Amber Hunt, an investigative reporter at the Cincinnati Enquirer, delves into historical cases that had a lasting impact on the legal system in Crimes of the Centuries (Union Square, Jan. 2024), inspired by her podcast of the same name.

It’s always a fine line to figure out what details of a horrific case should be included to avoid sanitizing a story versus what to leave out to avoid sensationalizing one. I try to think about the people who were most involved at the time—especially family members of the victims—and write with them in mind, even if a case is centuries old.

I don’t want to sugarcoat anything, but I also don’t see any point in dwelling on the most disturbing details any longer than necessary to tell the story accurately. I’m routinely asked about an uptick in popularity when it comes to true crime, but the truth is that humans have been fascinated with the evil things we’re capable of doing to each other since we first started swapping stories. What does change over time, though, are the types of crimes we’re fascinated by in a given era.

We seem drawn to tales about the kinds of crimes we feel particularly vulnerable to. That’s why delving into the historical period of a crime makes it that much more fascinating. It isn’t just about the awful thing that was done; it’s also about what was happening in the world at that time to make that awful thing resonate so much.

Mandy Matney’s Murdaugh Murders Podcast follows the Alex Murdaugh case, later the subject of a Netflix docuseries. Matney continues her reporting on the Murdaugh family in Blood on Their Hands (Morrow, Nov.).

Old-school journalism rules say you should never make yourself a part of the story: stay objective; don’t get emotionally invested. But over my four years and counting investigating the Murdaughs, I found those mandates impossible to abide by.

After connecting with the victims at the center of the story, I wanted to do everything in my power to help bring them justice, even if that meant my work-life boundaries disappeared. I truly believe that it took that kind of intense dedication—from myself and so many others—to get to the kind of systemic change we’re now starting to see.

As I write about in Blood on Their Hands, covering crime can be a double-edged sword. On one side, bringing attention to overlooked victims and cases can help reopen investigations and uncover new information that leads to positive change. On the other, media attention can retraumatize victims and become overwhelming and disturbing. Finding the right balance is an ongoing process.
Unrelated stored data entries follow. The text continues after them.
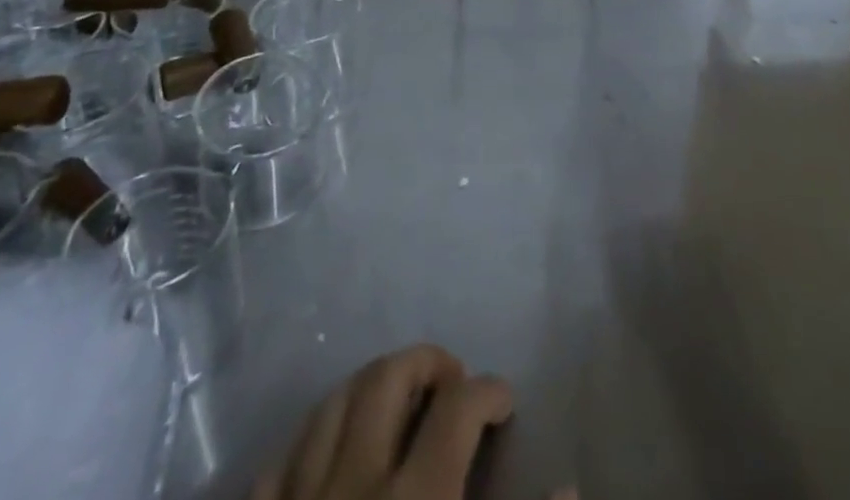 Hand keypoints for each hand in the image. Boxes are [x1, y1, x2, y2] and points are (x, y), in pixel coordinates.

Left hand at [250, 345, 515, 499]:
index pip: (458, 410)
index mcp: (415, 498)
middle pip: (388, 379)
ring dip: (370, 388)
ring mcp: (298, 499)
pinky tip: (331, 450)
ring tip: (397, 400)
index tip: (503, 399)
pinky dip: (314, 441)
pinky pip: (281, 461)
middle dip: (426, 363)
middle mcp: (354, 482)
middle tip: (451, 380)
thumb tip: (568, 481)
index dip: (488, 391)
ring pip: (332, 404) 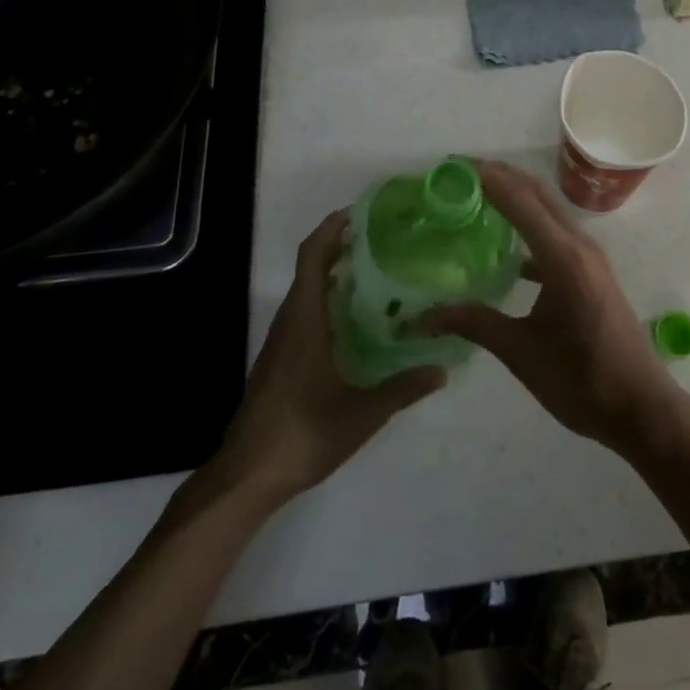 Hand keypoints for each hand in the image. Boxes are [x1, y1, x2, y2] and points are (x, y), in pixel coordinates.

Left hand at [212, 210, 443, 504]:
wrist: (247, 476)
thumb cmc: (302, 435)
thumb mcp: (360, 414)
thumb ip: (401, 390)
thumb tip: (442, 371)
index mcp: (304, 321)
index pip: (312, 257)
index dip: (331, 229)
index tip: (360, 214)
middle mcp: (290, 322)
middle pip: (310, 267)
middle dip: (339, 245)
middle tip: (381, 238)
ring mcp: (281, 341)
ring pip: (306, 290)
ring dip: (333, 271)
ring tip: (376, 270)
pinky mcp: (280, 359)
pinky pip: (304, 311)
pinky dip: (327, 297)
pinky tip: (355, 317)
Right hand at [424, 160, 687, 461]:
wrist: (641, 408)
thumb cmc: (583, 382)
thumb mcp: (522, 354)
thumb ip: (474, 325)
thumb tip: (423, 316)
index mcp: (563, 258)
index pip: (520, 200)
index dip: (486, 178)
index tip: (451, 165)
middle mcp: (579, 244)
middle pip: (536, 192)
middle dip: (498, 175)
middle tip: (456, 173)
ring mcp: (588, 255)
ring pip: (547, 208)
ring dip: (514, 194)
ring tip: (474, 195)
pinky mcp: (590, 269)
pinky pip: (554, 231)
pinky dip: (528, 224)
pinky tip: (502, 245) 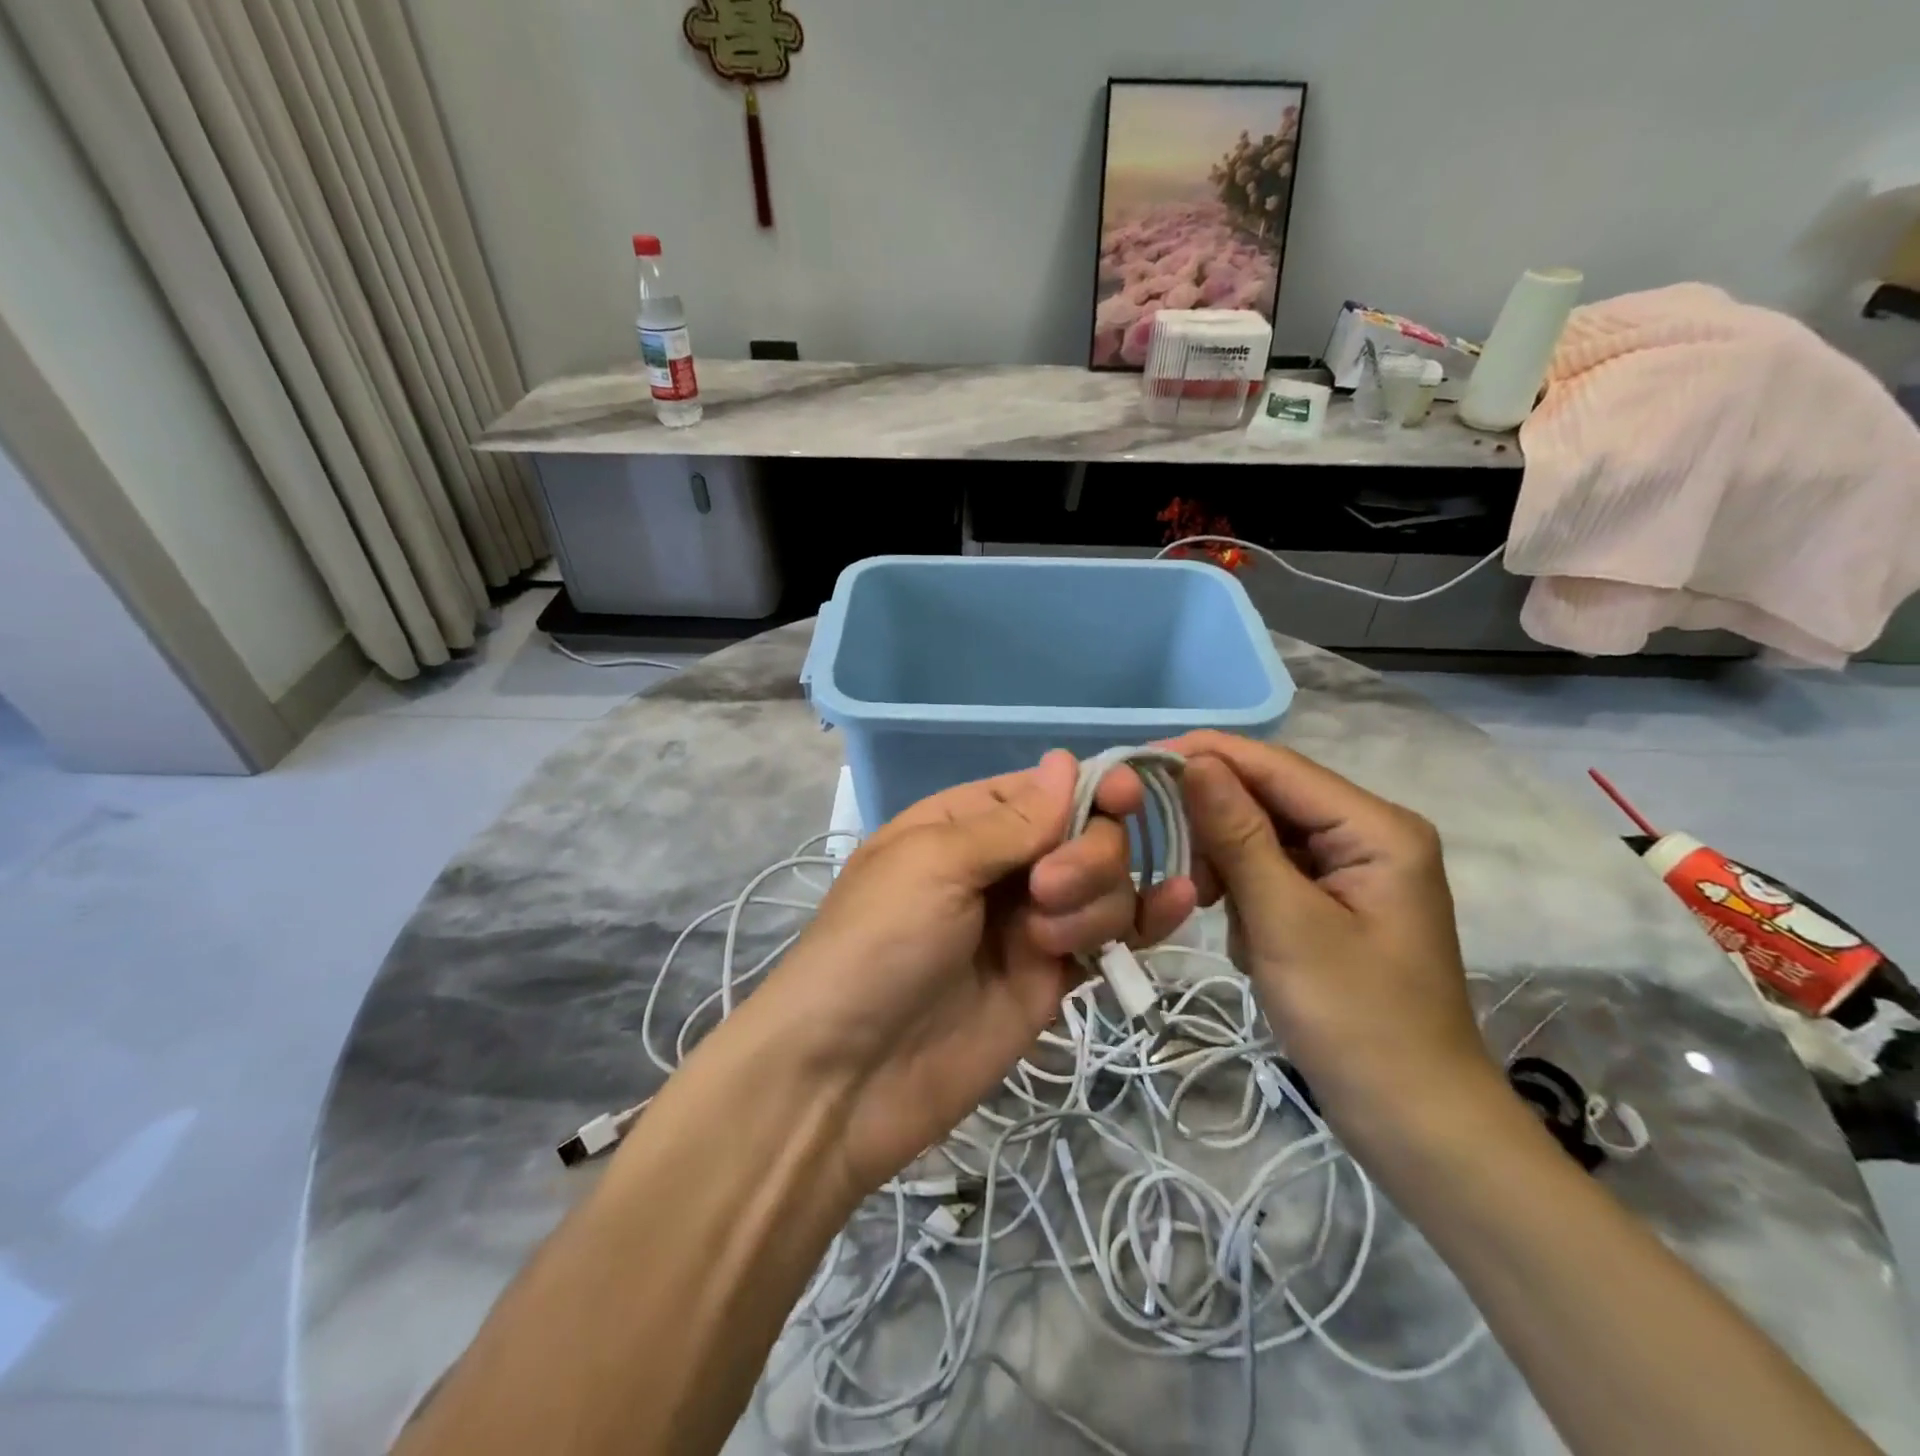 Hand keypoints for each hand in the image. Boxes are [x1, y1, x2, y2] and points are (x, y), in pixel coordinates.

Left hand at [747, 750, 1195, 1194]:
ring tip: (1043, 944)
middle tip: (1045, 892)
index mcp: (964, 823)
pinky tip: (1176, 905)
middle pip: (1087, 833)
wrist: (848, 1077)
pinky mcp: (1054, 977)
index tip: (1127, 796)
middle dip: (1085, 855)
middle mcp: (1003, 865)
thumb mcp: (932, 863)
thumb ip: (1009, 821)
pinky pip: (1112, 936)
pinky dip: (1146, 920)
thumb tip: (1068, 761)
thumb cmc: (876, 945)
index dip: (1091, 788)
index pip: (1046, 789)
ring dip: (1092, 901)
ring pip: (1105, 884)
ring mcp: (1032, 923)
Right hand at [1161, 731, 1500, 1148]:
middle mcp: (1368, 833)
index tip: (1139, 762)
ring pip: (1264, 836)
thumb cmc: (1355, 1021)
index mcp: (1376, 828)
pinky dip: (1245, 894)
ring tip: (1211, 909)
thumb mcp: (1285, 922)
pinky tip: (1243, 934)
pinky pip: (1273, 871)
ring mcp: (1353, 868)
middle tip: (1173, 863)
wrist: (1412, 1121)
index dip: (1208, 756)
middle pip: (1270, 798)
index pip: (1277, 767)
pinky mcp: (1335, 900)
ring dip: (1228, 867)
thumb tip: (1195, 761)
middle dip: (1216, 826)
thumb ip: (1239, 835)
Laurah Norton is the creator and host of The Fall Line, a podcast focused on cold cases in the Southeast. In Lay Them to Rest (Hachette, Oct.), she explores forensic science throughout history and today.

If we’re covering an unidentified person—a Doe victim—those cases rarely get media attention, because they’re difficult to write about. Generally, younger victims get more coverage; so do white victims and wealthier victims. Women get more coverage than men. Heterosexual victims get more coverage, housed victims get more coverage, the list goes on. There are exceptions, but there’s also a pattern.

The disparity has improved some in recent years—I think social media has had a major impact there, because a story can go viral without mainstream journalism—but families still struggle to get eyes on a case, especially if it’s cold.

It’s vital to build narratives to which listeners and readers can connect, because then they’ll share the story, and a case may be solved. To do that, you concentrate on the human being at the center, not the graphic details of the crime. Readers and listeners are beginning to expect the human element at the forefront.